WHAT YOU WILL DO: Collect every line in the records below that contains the word "points".

SUPPLIED MATERIAL:
Segment Open
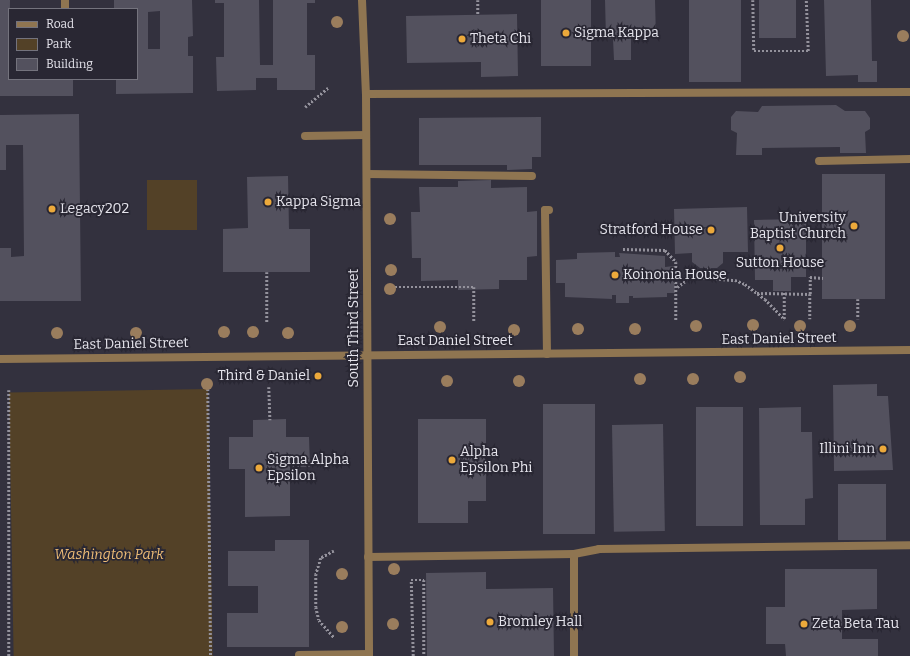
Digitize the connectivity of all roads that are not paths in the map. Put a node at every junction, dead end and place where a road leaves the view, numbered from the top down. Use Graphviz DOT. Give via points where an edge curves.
graph roads {
  1 [pos="362,0"];
  2 [pos="910,92"];
  3 [pos="366,94"];
  4 [pos="366,135"];
  5 [pos="305,136"];
  6 [pos="910,159"];
  7 [pos="819,161"];
  8 [pos="366,174"];
  9 [pos="532,176"];
  10 [pos="549,210"];
  11 [pos="910,350"];
  12 [pos="367,354"];
  13 [pos="547,354"];
  14 [pos="0,359"];
  15 [pos="910,545"];
  16 [pos="574,554"];
  17 [pos="368,557"];
  18 [pos="299,655"];
  19 [pos="369,655"];
  20 [pos="574,656"];
  1 -- 3 [label="street, South Third Street"];
  2 -- 3 [label="street"];
  3 -- 4 [label="street, South Third Street"];
  4 -- 5 [label="street"];
  4 -- 8 [label="street, South Third Street"];
  6 -- 7 [label="street"];
  8 -- 9 [label="street"];
  8 -- 12 [label="street, South Third Street"];
  10 -- 13 [label="street" via="545,210"];
  11 -- 13 [label="street, East Daniel Street"];
  12 -- 13 [label="street, East Daniel Street"];
  12 -- 14 [label="street, East Daniel Street"];
  12 -- 17 [label="street, South Third Street"];
  15 -- 16 [label="street" via="599,549"];
  16 -- 17 [label="street"];
  16 -- 20 [label="street"];
  17 -- 19 [label="street, South Third Street"];
  18 -- 19 [label="street"];
}
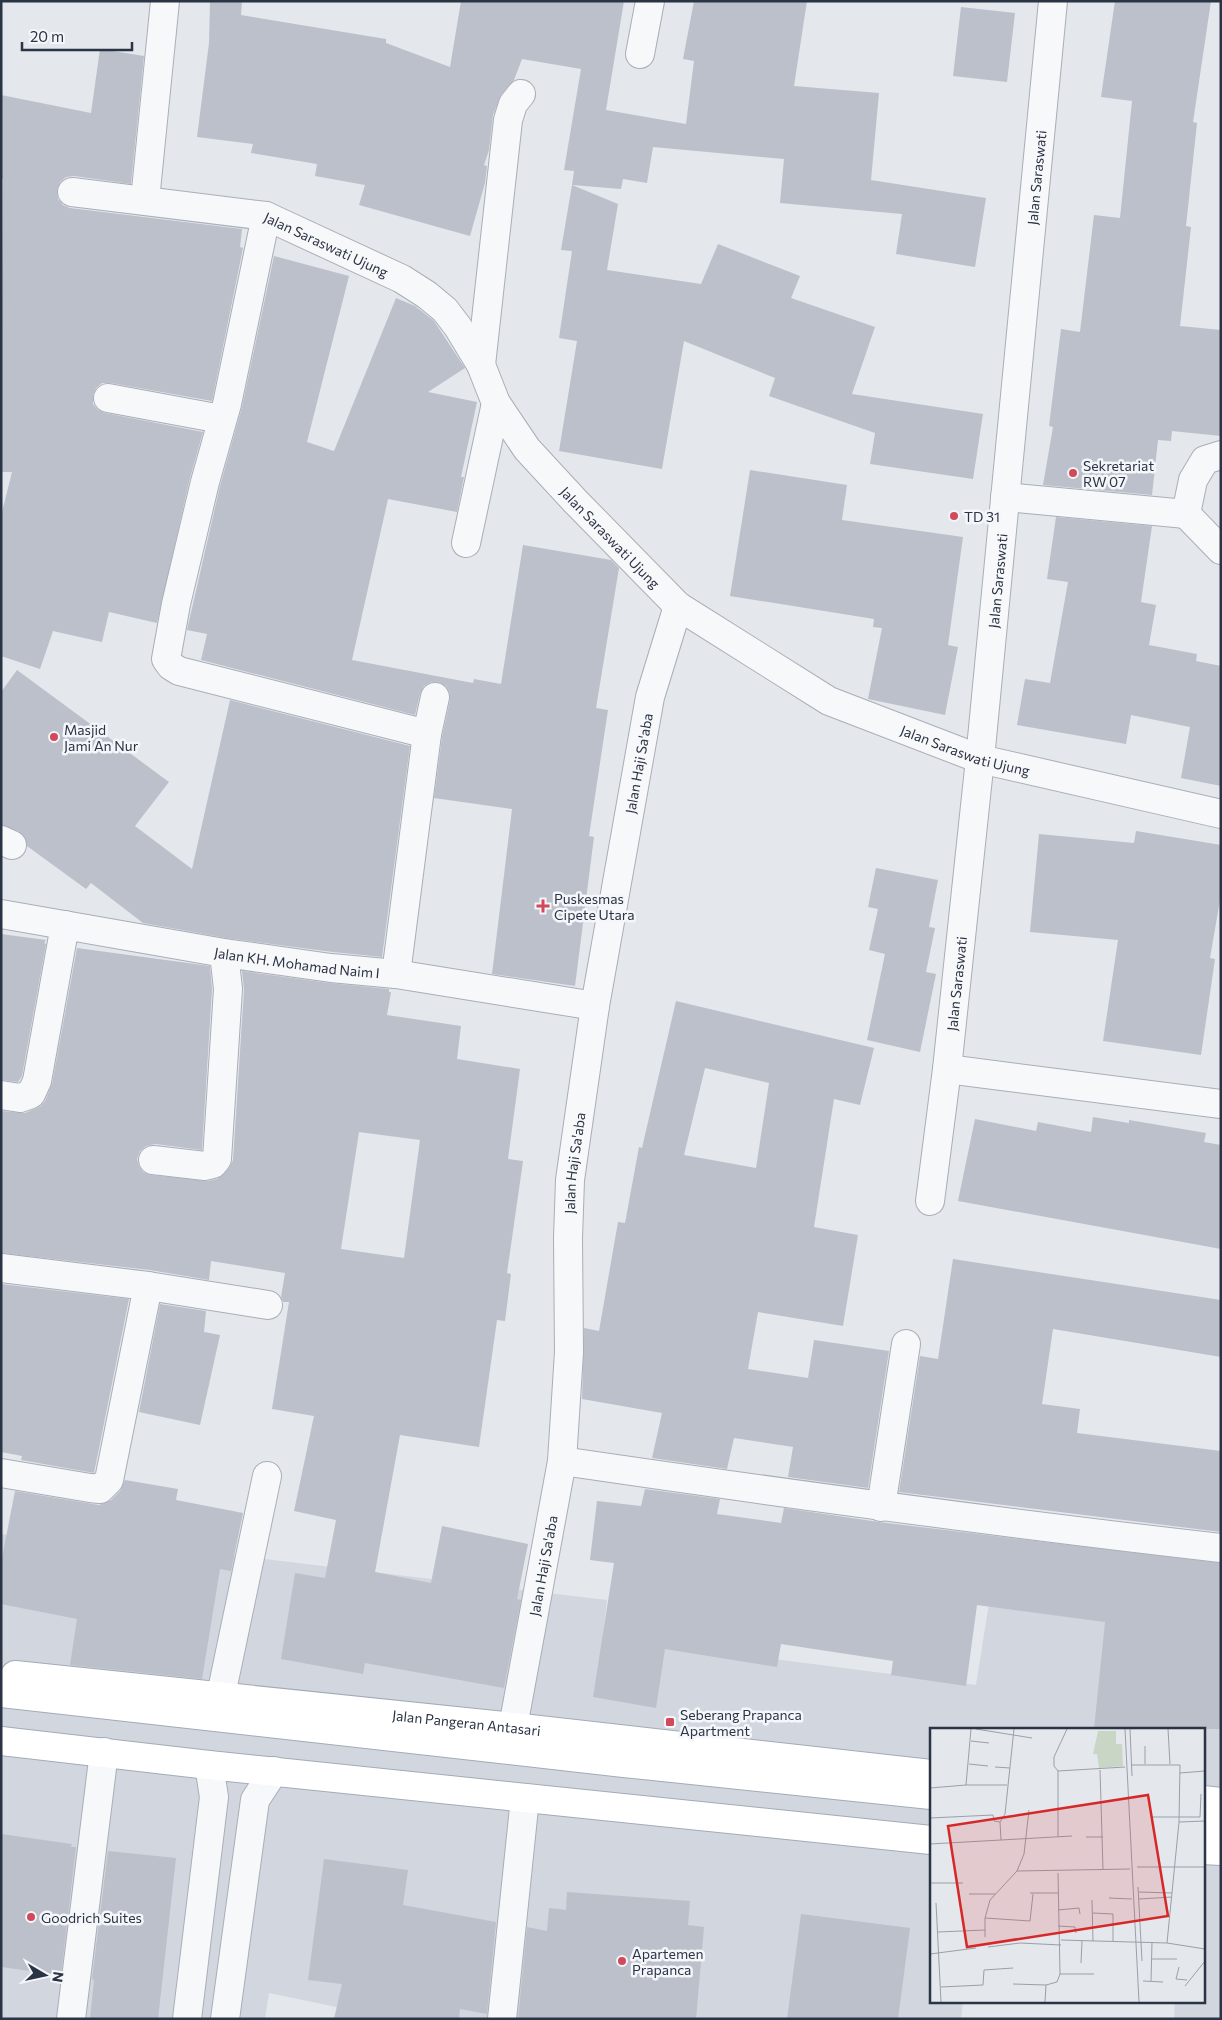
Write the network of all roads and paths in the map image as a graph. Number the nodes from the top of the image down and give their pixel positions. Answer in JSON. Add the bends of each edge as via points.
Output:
{"nodes":[{"id":1,"x":650,"y":1,"type":"edge"},
{"id":2,"x":1053,"y":1,"type":"edge"},
{"id":3,"x":175,"y":5,"type":"edge"},
{"id":4,"x":640,"y":54,"type":"dead end"},
{"id":5,"x":521,"y":94,"type":"dead end"},
{"id":6,"x":72,"y":192,"type":"dead end"},
{"id":7,"x":145,"y":200,"type":"junction"},
{"id":8,"x":266,"y":216,"type":"junction"},
{"id":9,"x":481,"y":365,"type":"junction"},
{"id":10,"x":108,"y":398,"type":"dead end"},
{"id":11,"x":496,"y":403,"type":"junction"},
{"id":12,"x":221,"y":419,"type":"junction"},
{"id":13,"x":1221,"y":455,"type":"edge"},
{"id":14,"x":1005,"y":497,"type":"junction"},
{"id":15,"x":1186,"y":514,"type":"junction"},
{"id":16,"x":466,"y":543,"type":"dead end"},
{"id":17,"x":1221,"y":550,"type":"edge"},
{"id":18,"x":678,"y":606,"type":"junction"},
{"id":19,"x":435,"y":697,"type":"dead end"},
{"id":20,"x":427,"y":734,"type":"junction"},
{"id":21,"x":980,"y":760,"type":"junction"},
{"id":22,"x":1221,"y":814,"type":"edge"},
{"id":23,"x":1,"y":914,"type":"edge"},
{"id":24,"x":65,"y":925,"type":"junction"},
{"id":25,"x":224,"y":953,"type":"junction"},
{"id":26,"x":396,"y":974,"type":"junction"},
{"id":27,"x":595,"y":1006,"type":"junction"},
{"id":28,"x":948,"y":1070,"type":"junction"},
{"id":29,"x":1,"y":1095,"type":"edge"},
{"id":30,"x":1221,"y":1104,"type":"edge"},
{"id":31,"x":153,"y":1160,"type":"dead end"},
{"id":32,"x":930,"y":1201,"type":"dead end"},
{"id":33,"x":1,"y":1268,"type":"edge"},
{"id":34,"x":148,"y":1286,"type":"junction"},
{"id":35,"x":268,"y":1305,"type":"dead end"},
{"id":36,"x":906,"y":1344,"type":"dead end"},
{"id":37,"x":562,"y":1461,"type":"junction"},
{"id":38,"x":1,"y":1473,"type":"edge"},
{"id":39,"x":267,"y":1476,"type":"dead end"},
{"id":40,"x":881,"y":1507,"type":"junction"},
{"id":41,"x":1221,"y":1548,"type":"edge"},
{"id":42,"x":1,"y":1674,"type":"edge"},
{"id":43,"x":1,"y":1693,"type":"edge"},
{"id":44,"x":221,"y":1695,"type":"junction"},
{"id":45,"x":1,"y":1723,"type":"edge"},
{"id":46,"x":513,"y":1727,"type":"junction"},
{"id":47,"x":1,"y":1741,"type":"edge"},
{"id":48,"x":95,"y":1759,"type":"junction"},
{"id":49,"x":209,"y":1765,"type":"junction"},
{"id":50,"x":274,"y":1771,"type":"junction"},
{"id":51,"x":930,"y":1774,"type":"edge"},
{"id":52,"x":930,"y":1794,"type":"edge"},
{"id":53,"x":525,"y":1798,"type":"junction"},
{"id":54,"x":1204,"y":1800,"type":"edge"},
{"id":55,"x":1221,"y":1802,"type":"edge"},
{"id":56,"x":930,"y":1822,"type":"edge"},
{"id":57,"x":1204,"y":1822,"type":"edge"},
{"id":58,"x":1221,"y":1824,"type":"edge"},
{"id":59,"x":930,"y":1840,"type":"edge"},
{"id":60,"x":1204,"y":1850,"type":"edge"},
{"id":61,"x":1221,"y":1851,"type":"edge"},
{"id":62,"x":1204,"y":1868,"type":"edge"},
{"id":63,"x":1221,"y":1870,"type":"edge"},
{"id":64,"x":71,"y":2019,"type":"edge"},
{"id":65,"x":187,"y":2019,"type":"edge"},
{"id":66,"x":225,"y":2019,"type":"edge"},
{"id":67,"x":502,"y":2019,"type":"edge"}],
"edges":[{"from":1,"to":4,"type":"street"},
{"from":2,"to":14,"type":"street","name":"Jalan Saraswati"},
{"from":3,"to":7,"type":"street"},
{"from":5,"to":9,"type":"street","via":[[508,120]]},
{"from":6,"to":7,"type":"street","name":"Jalan Saraswati Ujung"},
{"from":7,"to":8,"type":"street","name":"Jalan Saraswati Ujung"},
{"from":8,"to":9,"type":"street","name":"Jalan Saraswati Ujung","via":[[402,279],[427,295],[445,310]]},
{"from":8,"to":12,"type":"street"},
{"from":9,"to":11,"type":"street","name":"Jalan Saraswati Ujung"},
{"from":10,"to":12,"type":"street"},
{"from":11,"to":16,"type":"street"},
{"from":11,"to":18,"type":"street","name":"Jalan Saraswati Ujung","via":[[527,449]]},
{"from":12,"to":20,"type":"street","via":[[176,604],[166,659],[179,671]]},
{"from":13,"to":15,"type":"street","via":[[1205,460],[1193,480]]},
{"from":14,"to":15,"type":"street"},
{"from":14,"to":21,"type":"street","name":"Jalan Saraswati"},
{"from":15,"to":17,"type":"street"},
{"from":18,"to":21,"type":"street","name":"Jalan Saraswati Ujung","via":[[829,701]]},
{"from":18,"to":27,"type":"street","name":"Jalan Haji Sa'aba","via":[[650,697]]},
{"from":19,"to":20,"type":"street"},
{"from":20,"to":26,"type":"street"},
{"from":21,"to":22,"type":"street","name":"Jalan Saraswati Ujung"},
{"from":21,"to":28,"type":"street","name":"Jalan Saraswati"},
{"from":23,"to":24,"type":"street","name":"Jalan KH. Mohamad Naim I"},
{"from":24,"to":25,"type":"street","name":"Jalan KH. Mohamad Naim I"},
{"from":24,"to":29,"type":"street","via":[[37,1081],[30,1094],[20,1098]]},
{"from":25,"to":26,"type":"street","name":"Jalan KH. Mohamad Naim I"},
{"from":25,"to":31,"type":"street","via":[[228,989],[217,1159],[205,1166]]},
{"from":26,"to":27,"type":"street","name":"Jalan KH. Mohamad Naim I"},
{"from":27,"to":37,"type":"street","name":"Jalan Haji Sa'aba","via":[[570,1180],[569,1352]]},
{"from":28,"to":30,"type":"street"},
{"from":28,"to":32,"type":"street","name":"Jalan Saraswati"},
{"from":33,"to":34,"type":"street"},
{"from":34,"to":35,"type":"street"},
{"from":34,"to":38,"type":"street","via":[[109,1480],[100,1489]]},
{"from":36,"to":40,"type":"street"},
{"from":37,"to":40,"type":"street"},
{"from":37,"to":46,"type":"street","name":"Jalan Haji Sa'aba"},
{"from":39,"to":44,"type":"street"},
{"from":40,"to":41,"type":"street"},
{"from":42,"to":44,"type":"main road","name":"Jalan Pangeran Antasari"},
{"from":43,"to":52,"type":"main road"},
{"from":44,"to":46,"type":"main road","name":"Jalan Pangeran Antasari"},
{"from":45,"to":56,"type":"main road"},
{"from":46,"to":51,"type":"main road","name":"Jalan Pangeran Antasari"},
{"from":47,"to":48,"type":"main road"},
{"from":48,"to":49,"type":"main road"},
{"from":48,"to":64,"type":"street"},
{"from":49,"to":50,"type":"main road"},
{"from":49,"to":65,"type":"street","via":[[214,1797]]},
{"from":50,"to":53,"type":"main road"},
{"from":50,"to":66,"type":"street","via":[[255,1800]]},
{"from":53,"to":59,"type":"main road"},
{"from":53,"to":67,"type":"street"},
{"from":54,"to":55,"type":"main road"},
{"from":57,"to":58,"type":"main road"},
{"from":60,"to":61,"type":"main road"},
{"from":62,"to":63,"type":"main road"}]}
Segment Closed
WRITTEN REPLY:
Digitize the connectivity of all roads that are not paths in the map. Put a node at every junction, dead end and place where a road leaves the view, numbered from the top down. Use Graphviz DOT. Give via points where an edge curves.
Write the network of all roads and paths in the map image as a graph. Number the nodes from the top of the image down and give their pixel positions. Answer in JSON. Add the bends of each edge as via points.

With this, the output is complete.